Founded in 1999 by Pawoot Pongvitayapanu (who goes by ‘Pom’), Tarad.com has about 260,000 merchants, 3.5 million products and more than 3 million users. It also offers e-Marketplace and advertising tools for its clients.

The sale will not impact Pom’s role as head of the company.

“We are very excited about the opportunity to adapt the business model and grow with Porar. Together, our first priorities will be our merchants and customers. Tarad.com will continue to provide dedicated support to our 270,000 merchants and respond to our customer needs, and will ensure a smooth transition to becoming a more fun and flexible local platform,” Pom said in a statement.

Also Read: Layoffs for Rakuten as it closes marketplaces in Singapore, Malaysia and Indonesia

The decision by Rakuten to sell Tarad.com was first publically announced in February 2016 as part of its Vision2020 corporate strategy.

A key tenet of the strategy is for Rakuten to focus on its strong domestic and regional markets — which has meant the company has steadily moved away from the Southeast Asia market in 2016.

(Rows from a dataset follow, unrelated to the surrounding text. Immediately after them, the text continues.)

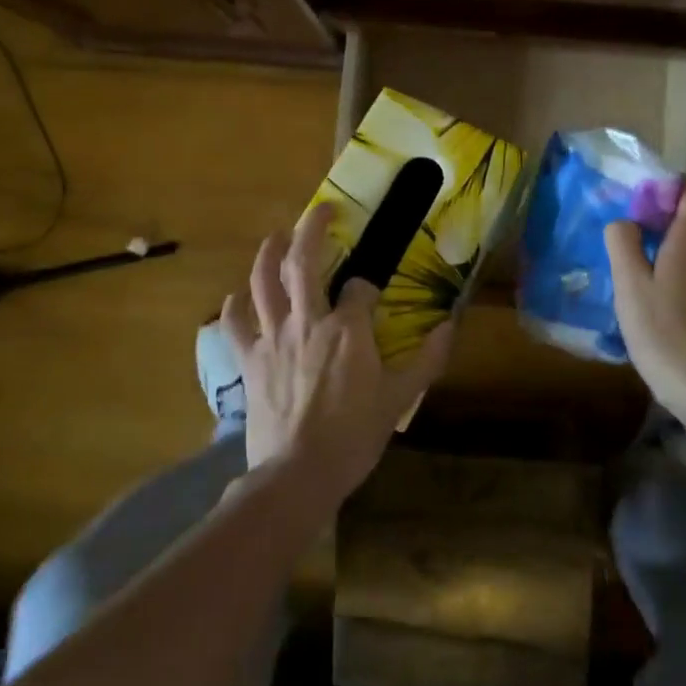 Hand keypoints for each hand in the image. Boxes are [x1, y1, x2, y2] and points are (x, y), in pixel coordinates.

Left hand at [221, 202, 453, 506]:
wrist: (298, 475)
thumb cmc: (354, 436)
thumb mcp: (400, 399)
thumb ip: (427, 359)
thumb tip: (451, 326)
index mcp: (347, 328)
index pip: (359, 287)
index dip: (367, 285)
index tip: (371, 294)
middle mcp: (308, 320)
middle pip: (303, 261)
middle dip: (311, 228)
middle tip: (321, 210)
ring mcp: (273, 337)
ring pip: (263, 280)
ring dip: (269, 252)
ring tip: (276, 236)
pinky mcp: (249, 359)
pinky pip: (235, 323)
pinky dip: (234, 305)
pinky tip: (238, 296)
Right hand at [605, 181, 685, 416]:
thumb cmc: (661, 330)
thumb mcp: (628, 282)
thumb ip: (623, 242)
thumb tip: (626, 222)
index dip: (673, 188)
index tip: (644, 206)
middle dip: (660, 226)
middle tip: (626, 247)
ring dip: (666, 256)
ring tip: (635, 282)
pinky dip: (676, 281)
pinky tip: (655, 310) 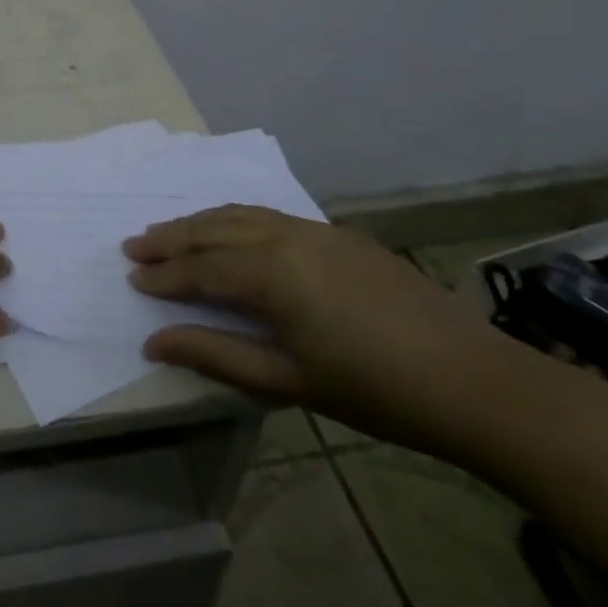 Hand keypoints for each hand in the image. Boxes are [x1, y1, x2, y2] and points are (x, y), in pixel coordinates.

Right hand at [124, 205, 533, 456]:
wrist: (476, 381)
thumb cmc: (377, 392)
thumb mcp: (289, 382)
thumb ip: (217, 354)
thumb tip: (154, 341)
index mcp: (274, 274)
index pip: (201, 268)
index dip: (164, 274)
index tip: (131, 278)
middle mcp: (287, 237)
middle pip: (214, 229)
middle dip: (171, 237)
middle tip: (134, 244)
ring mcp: (316, 229)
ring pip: (241, 214)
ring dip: (200, 222)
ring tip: (169, 232)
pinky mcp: (339, 233)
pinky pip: (271, 216)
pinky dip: (236, 220)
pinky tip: (230, 232) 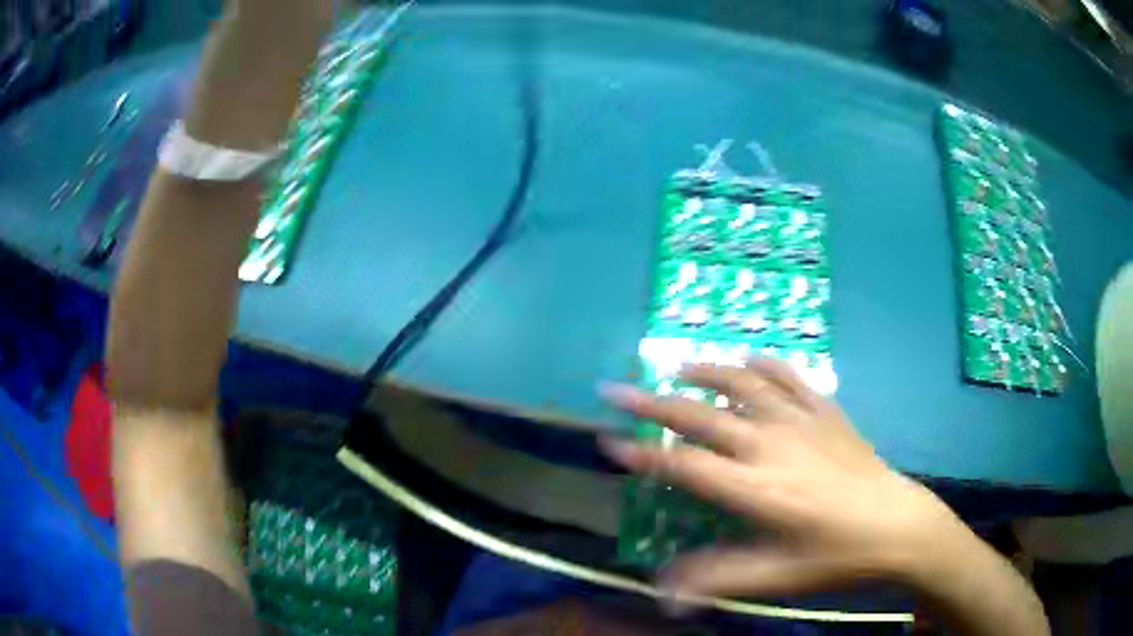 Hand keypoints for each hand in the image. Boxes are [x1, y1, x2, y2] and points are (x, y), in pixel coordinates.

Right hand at [600, 358, 975, 599]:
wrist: (898, 526)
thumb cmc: (835, 557)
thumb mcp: (776, 579)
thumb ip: (717, 580)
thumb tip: (663, 593)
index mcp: (755, 489)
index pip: (683, 465)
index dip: (641, 453)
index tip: (608, 441)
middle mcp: (770, 445)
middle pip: (701, 415)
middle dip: (651, 402)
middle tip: (615, 388)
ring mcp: (801, 421)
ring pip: (743, 382)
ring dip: (706, 371)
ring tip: (678, 366)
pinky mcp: (827, 412)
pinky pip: (790, 376)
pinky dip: (765, 363)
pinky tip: (751, 359) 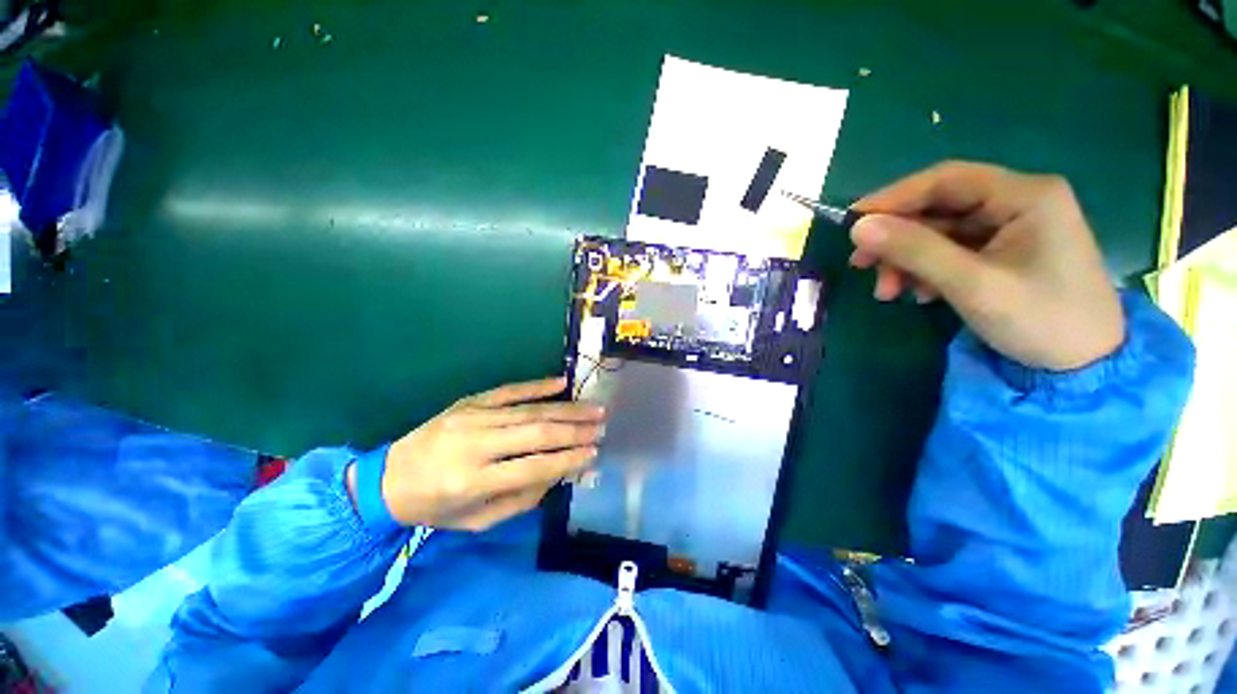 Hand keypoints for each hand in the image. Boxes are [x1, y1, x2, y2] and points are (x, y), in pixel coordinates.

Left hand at [360, 377, 605, 530]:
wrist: (387, 479)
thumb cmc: (434, 508)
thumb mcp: (476, 521)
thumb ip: (521, 499)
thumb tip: (558, 472)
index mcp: (472, 481)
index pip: (534, 467)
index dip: (568, 460)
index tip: (594, 453)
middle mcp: (475, 444)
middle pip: (536, 433)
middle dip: (575, 429)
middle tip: (602, 425)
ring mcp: (472, 417)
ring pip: (529, 410)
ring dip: (566, 409)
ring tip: (594, 408)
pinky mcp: (469, 402)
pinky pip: (509, 390)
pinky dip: (538, 386)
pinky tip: (562, 382)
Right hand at [849, 161, 1124, 370]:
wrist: (1085, 367)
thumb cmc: (1040, 320)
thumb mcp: (971, 285)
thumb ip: (914, 250)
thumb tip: (858, 228)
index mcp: (1025, 195)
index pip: (945, 180)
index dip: (892, 198)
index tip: (850, 223)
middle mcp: (1018, 201)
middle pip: (939, 208)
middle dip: (897, 239)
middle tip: (860, 266)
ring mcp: (1012, 227)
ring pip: (939, 233)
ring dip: (906, 261)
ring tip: (888, 294)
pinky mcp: (1004, 251)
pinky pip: (951, 251)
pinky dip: (926, 271)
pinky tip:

Rakuten does well in Taiwan (along with its home market in Japan) and in late-February inked a partnership with Korea’s Gmarket to integrate the platforms.

As a result of Vision2020, Rakuten closed its marketplaces in Singapore, Malaysia and Indonesia, which lead to the firing of around 150 people.

The company also has recently signed a licensing agreement with Microsoft and is experimenting with drones to deliver drinks and balls to golfers in Japan.